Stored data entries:
◇ ◇ ◇ ◇ ◇

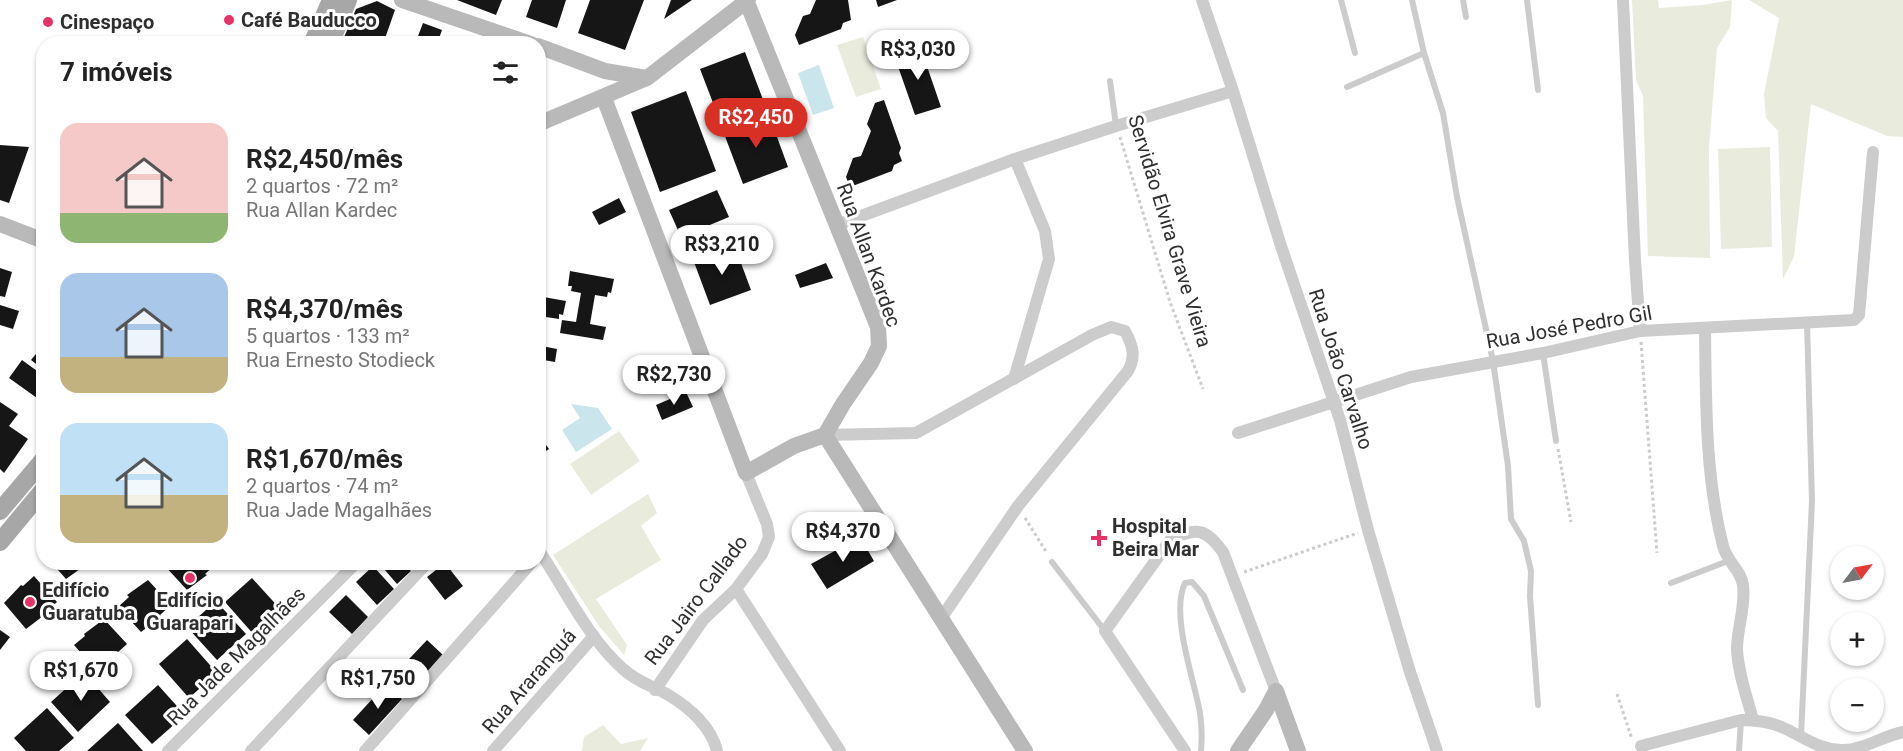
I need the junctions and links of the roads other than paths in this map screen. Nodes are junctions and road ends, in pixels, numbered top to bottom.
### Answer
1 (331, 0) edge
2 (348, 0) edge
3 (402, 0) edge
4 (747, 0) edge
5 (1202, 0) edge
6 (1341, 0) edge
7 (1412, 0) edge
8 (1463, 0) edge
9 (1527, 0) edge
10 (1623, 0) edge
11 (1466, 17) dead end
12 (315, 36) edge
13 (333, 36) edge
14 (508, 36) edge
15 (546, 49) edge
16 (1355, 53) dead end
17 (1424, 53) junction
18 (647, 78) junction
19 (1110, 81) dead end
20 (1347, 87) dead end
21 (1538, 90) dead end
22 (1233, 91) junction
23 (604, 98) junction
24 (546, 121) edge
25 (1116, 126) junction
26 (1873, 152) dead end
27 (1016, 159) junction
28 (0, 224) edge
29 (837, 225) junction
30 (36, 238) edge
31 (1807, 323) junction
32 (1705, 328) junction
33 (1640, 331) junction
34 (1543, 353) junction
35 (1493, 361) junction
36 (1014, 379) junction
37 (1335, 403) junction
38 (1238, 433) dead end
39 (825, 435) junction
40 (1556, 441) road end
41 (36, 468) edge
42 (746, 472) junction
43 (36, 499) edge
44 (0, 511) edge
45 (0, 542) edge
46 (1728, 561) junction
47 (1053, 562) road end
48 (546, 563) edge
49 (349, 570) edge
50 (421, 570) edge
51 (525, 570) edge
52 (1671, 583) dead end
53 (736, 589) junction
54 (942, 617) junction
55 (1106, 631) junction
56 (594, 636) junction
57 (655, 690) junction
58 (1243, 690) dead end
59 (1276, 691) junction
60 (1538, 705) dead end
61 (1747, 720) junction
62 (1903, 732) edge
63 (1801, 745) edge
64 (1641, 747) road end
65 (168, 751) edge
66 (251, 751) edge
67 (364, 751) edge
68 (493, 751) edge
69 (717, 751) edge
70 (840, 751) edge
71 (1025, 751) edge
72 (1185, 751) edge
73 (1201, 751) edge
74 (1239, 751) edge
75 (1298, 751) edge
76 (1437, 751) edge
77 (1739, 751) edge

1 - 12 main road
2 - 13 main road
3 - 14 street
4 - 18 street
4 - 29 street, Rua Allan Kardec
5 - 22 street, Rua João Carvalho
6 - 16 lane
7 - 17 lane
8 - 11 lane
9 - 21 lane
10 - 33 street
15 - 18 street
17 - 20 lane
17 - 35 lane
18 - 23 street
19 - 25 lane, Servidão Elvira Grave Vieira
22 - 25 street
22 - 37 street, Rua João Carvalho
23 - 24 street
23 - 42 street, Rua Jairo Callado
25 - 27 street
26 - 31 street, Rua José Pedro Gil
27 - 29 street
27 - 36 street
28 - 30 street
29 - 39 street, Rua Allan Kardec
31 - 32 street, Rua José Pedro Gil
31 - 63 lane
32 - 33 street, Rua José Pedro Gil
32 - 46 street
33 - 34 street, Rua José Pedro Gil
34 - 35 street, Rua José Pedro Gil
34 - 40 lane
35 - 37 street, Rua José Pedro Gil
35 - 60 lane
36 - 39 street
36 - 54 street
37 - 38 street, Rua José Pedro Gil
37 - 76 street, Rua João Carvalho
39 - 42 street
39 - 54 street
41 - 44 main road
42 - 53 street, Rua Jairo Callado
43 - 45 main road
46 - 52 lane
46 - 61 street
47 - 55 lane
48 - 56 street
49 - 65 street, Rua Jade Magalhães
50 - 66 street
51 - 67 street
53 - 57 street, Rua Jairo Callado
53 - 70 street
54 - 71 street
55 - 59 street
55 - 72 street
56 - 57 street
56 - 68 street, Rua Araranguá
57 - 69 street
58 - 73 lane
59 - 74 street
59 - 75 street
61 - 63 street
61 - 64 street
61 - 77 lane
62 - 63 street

◇ ◇ ◇ ◇ ◇

Exercise prompt: Which lines of the records above contain the word "road"? Show each of them.

Answer to this problem:
I need the junctions and links of the roads other than paths in this map screen. Nodes are junctions and road ends, in pixels, numbered top to bottom.
40 (1556, 441) road end
47 (1053, 562) road end
64 (1641, 747) road end
1 - 12 main road
2 - 13 main road
41 - 44 main road
43 - 45 main road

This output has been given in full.